The data must be transcribed exactly, with no line missing.
● ● ●
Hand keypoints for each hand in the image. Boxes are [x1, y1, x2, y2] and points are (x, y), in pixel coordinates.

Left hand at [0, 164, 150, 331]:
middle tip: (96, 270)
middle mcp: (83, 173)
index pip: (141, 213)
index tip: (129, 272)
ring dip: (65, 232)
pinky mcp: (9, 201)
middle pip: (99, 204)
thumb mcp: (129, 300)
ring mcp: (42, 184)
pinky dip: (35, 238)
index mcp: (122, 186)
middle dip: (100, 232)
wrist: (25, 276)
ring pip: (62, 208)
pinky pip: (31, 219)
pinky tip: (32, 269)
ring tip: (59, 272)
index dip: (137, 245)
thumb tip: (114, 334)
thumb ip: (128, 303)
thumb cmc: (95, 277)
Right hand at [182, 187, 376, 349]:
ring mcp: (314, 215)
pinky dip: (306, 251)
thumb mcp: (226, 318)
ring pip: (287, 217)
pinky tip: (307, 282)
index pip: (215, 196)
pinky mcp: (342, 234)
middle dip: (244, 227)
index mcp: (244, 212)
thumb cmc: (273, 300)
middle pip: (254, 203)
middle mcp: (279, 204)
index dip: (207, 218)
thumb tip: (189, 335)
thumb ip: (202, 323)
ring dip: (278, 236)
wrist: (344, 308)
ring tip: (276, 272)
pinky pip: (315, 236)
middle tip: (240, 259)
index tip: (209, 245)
● ● ●
SOLUTION:
Hand keypoints for each hand in the image. Boxes are [x1, y1, x2, y2] and points are (x, y), in pixel coordinates.

Left hand at [0, 164, 150, 331]:
middle tip: (96, 270)
middle mcp: (83, 173)
index pip: (141, 213)
index tip: (129, 272)
ring dip: (65, 232)
pinky mcp: (9, 201)
middle pip: (99, 204)
thumb mcp: (129, 300)
ring mcp: (42, 184)
pinky dip: (35, 238)
index mcp: (122, 186)
middle dip: (100, 232)
wrist: (25, 276)
ring pip: (62, 208)
pinky pip: (31, 219)
pinky tip: (32, 269)
ring tip: (59, 272)
index dip: (137, 245)
thumb tip: (114, 334)
thumb ip: (128, 303)
thumb cmc: (95, 277)
Right hand at [182, 187, 376, 349]:
ring mcp: (314, 215)
pinky dip: (306, 251)
thumb mcp: (226, 318)
ring pip: (287, 217)
pinky tip: (307, 282)
index pip: (215, 196)
pinky mcp: (342, 234)
middle dip: (244, 227)
index mcp: (244, 212)
thumb cmc: (273, 300)
middle pip: (254, 203)
middle mcp: (279, 204)
index dip: (207, 218)
thumb tip: (189, 335)
thumb ip: (202, 323)
ring dip: (278, 236)
wrist: (344, 308)
ring tip: (276, 272)
pinky pip: (315, 236)
middle tip: (240, 259)
index tip: (209, 245)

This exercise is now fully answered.